Wednesday, August 19, 2009
Choo don't know my struggles!
What are your struggles? What road blocks pop up in your day to day life that makes you want to run to the frig? Boredom? Work stress? Family issues?
My latest habit that I've been trying to break is my late night snack. It's not just a snack either; at times it ends up being an entire other meal. A little sandwich, followed by some chips and maybe a glass of milk. I try to rationalize this with myself by saying, "Well I'm using high fiber bread, non fat cheese, low fat ham, baked chips and skim milk!" Well they're still calories and they're still unneccessary, especially if I'm not that hungry. I'm learning to tell myself "No". I've spent a lifetime telling myself "Yes" so it's not like I'm really missing out. I can say no to the cheese and turkey stuffed croissent at Vivace. I don't need it. Do I want it? Oh hells to the yes.

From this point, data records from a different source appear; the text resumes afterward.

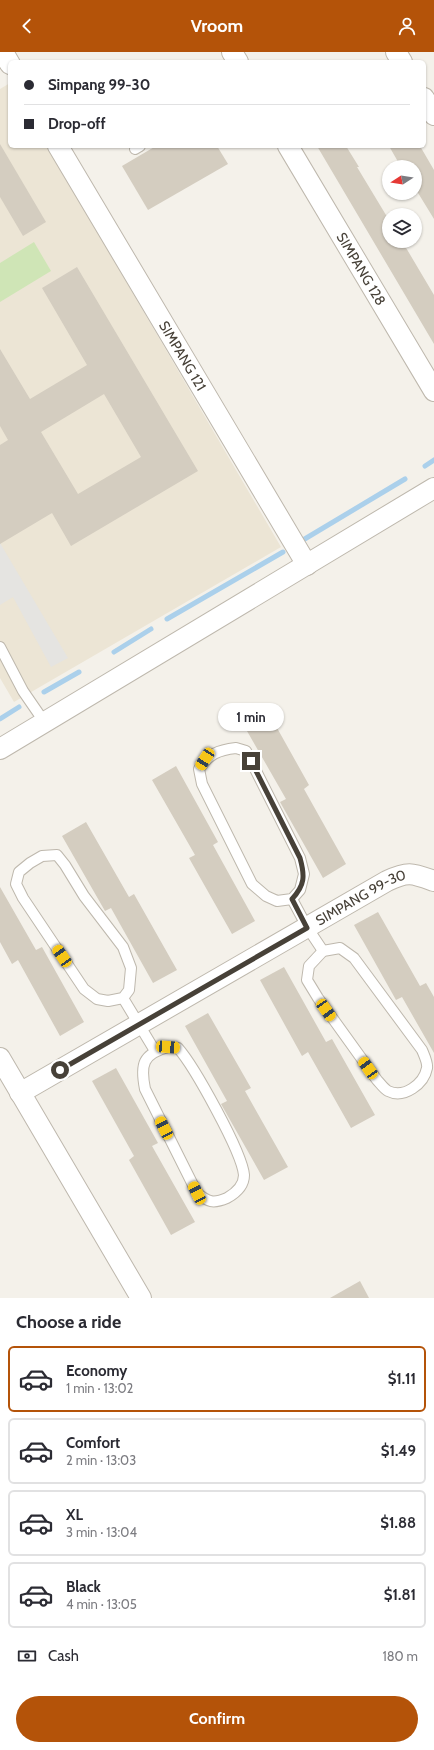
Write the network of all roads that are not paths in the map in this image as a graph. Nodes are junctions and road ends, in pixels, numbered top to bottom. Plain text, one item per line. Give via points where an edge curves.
1 (426, 101) edge
2 (434, 115) edge
3 (59, 148) edge
4 (289, 148) edge
5 (434, 391) edge
6 (434, 488) edge
7 (307, 565) junction
8 (0, 647) edge
9 (45, 723) junction
10 (0, 749) edge
11 (434, 881) edge
12 (292, 899) junction
13 (307, 928) junction
14 (323, 951) junction
15 (123, 998) junction
16 (138, 1025) junction
17 (155, 1051) junction
18 (0, 1058) edge
19 (20, 1093) junction
20 (140, 1298) edge

1 - 2 street
3 - 7 street, SIMPANG 121
4 - 5 street, SIMPANG 128
6 - 7 street
7 - 9 street
8 - 9 lane via 23,691
9 - 10 street
11 - 13 street, SIMPANG 99-30 via 418,875 402,874
12 - 12 lane via 277,901 266,896 252,884 202,784 199,769 205,759 220,750 236,748 246,751 300,858 304,874 300,890
12 - 13 lane
13 - 14 lane
13 - 16 street, SIMPANG 99-30
14 - 14 lane via 340,948 354,958 422,1050 427,1067 422,1080 410,1090 397,1093 387,1091 376,1080 318,998 307,980 309,966
15 - 15 lane via 108,1001 97,999 84,989 16,884 19,872 30,863 42,856 56,855 113,932 123,947 131,968 129,990
15 - 16 lane
16 - 17 lane
16 - 19 street, SIMPANG 99-30
17 - 17 lane via 168,1047 178,1048 186,1056 218,1114 240,1160 244,1176 241,1187 232,1195 219,1201 207,1201 197,1193 145,1089 142,1074 145,1059
18 - 19 street
19 - 20 street

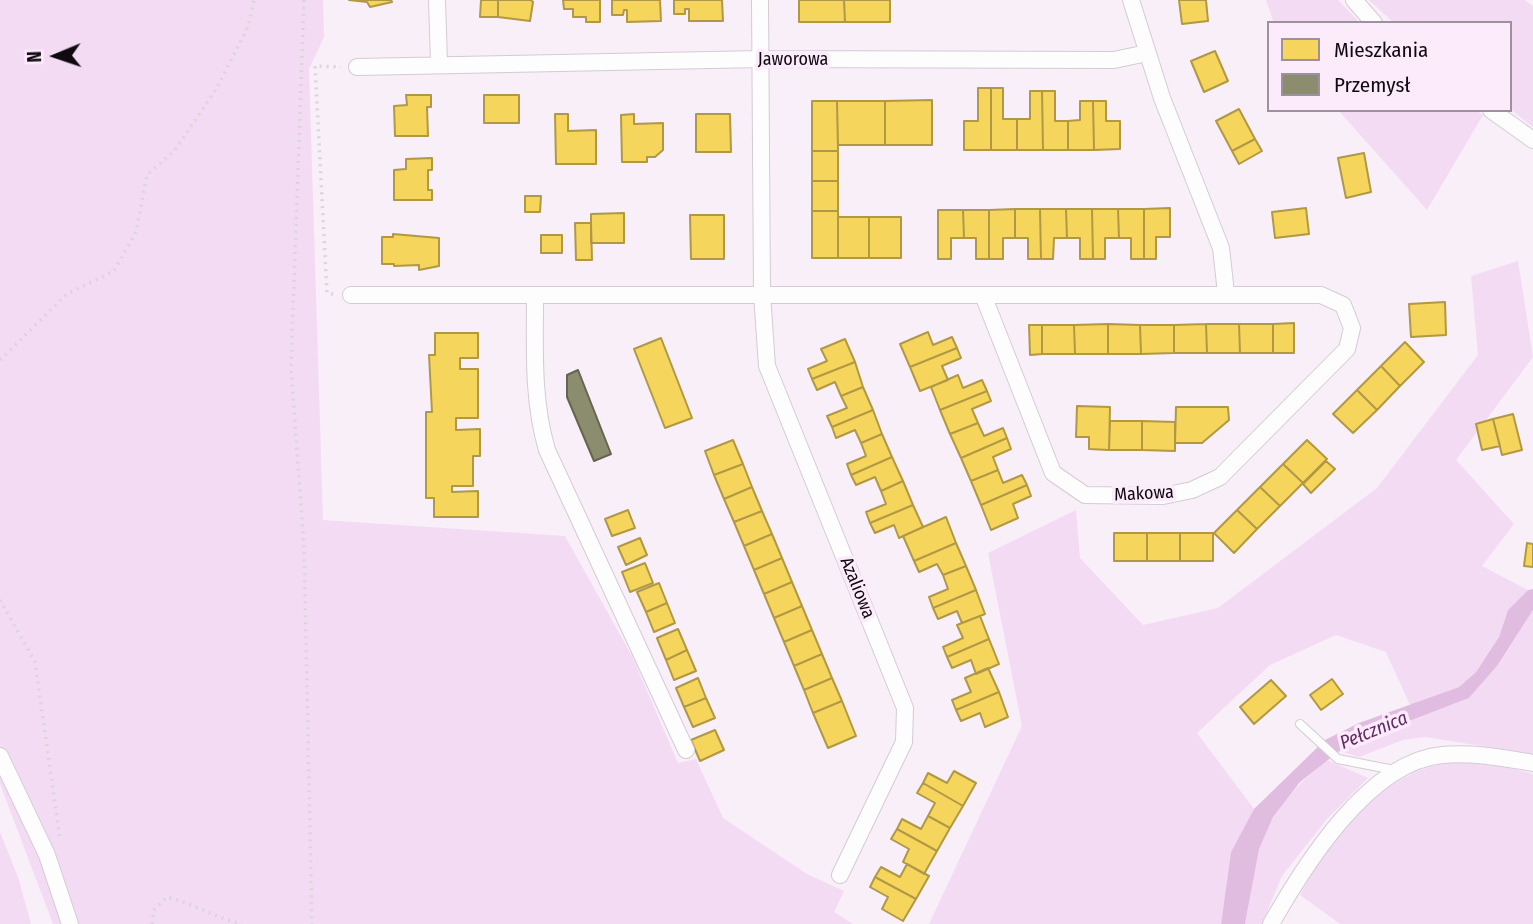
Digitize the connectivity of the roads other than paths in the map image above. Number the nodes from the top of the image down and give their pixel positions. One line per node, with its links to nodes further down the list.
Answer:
1 (436, 0): 8 (street)
2 (760, 0): 7 (street, Azaliowa)
3 (1131, 0): 6 (street)
4 (1354, 0): 5 (street)
5 (1372, 21)
6 (1147, 54): 7 (street, Jaworowa); 13 (street)
7 (761, 60): 8 (street, Jaworowa); 12 (street, Azaliowa)
8 (439, 63): 9 (street, Jaworowa)
9 (357, 67)
10 (1494, 112): 11 (street)
11 (1533, 140)
12 (762, 293): 15 (street); 16 (street); 22 (street, Azaliowa)
13 (1226, 293): 15 (street); 15 (street, Makowa)
14 (351, 295): 16 (street)
15 (983, 295)
16 (535, 296): 18 (street)
17 (1300, 724): 21 (lane)
18 (686, 750)
19 (0, 756): 23 (street)
20 (1533, 763): 21 (street)
21 (1399, 770): 24 (street)
22 (840, 875)
23 (70, 924)
24 (1271, 924)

I'm also learning what triggers my need for food. The other day I got pulled over and got my very first speeding ticket. I was so upset! I'd never had a speeding ticket before, it was was a stressful event for me. Instead of going home and preparing myself a nice light meal from all the groceries I'd spent tons of money on the day before, I went all out. I went to Boom Noodle and got beef yakisoba. Then I went to Cupcake Royale and got not one but TWO cupcakes. TWO! I went home and fed my stress and overindulged. Then I had chips and guac with Michelle. How can one person consume that much food in one sitting? I amaze myself at times. So now, when something is bothering me, upsetting me or stressing me out, I wait for it: that desire to run to the frig or the vending machine. Then I ask myself: Are you feeding your body or are you feeding your pain?
I haven't bought a scale just yet, probably this weekend when I'm at the pharmecy picking up my pain medications after getting my wisdom teeth out. Yay for that. As soon as I get my scale I will begin my weekly weigh-in's.
So tell me, what are your struggles?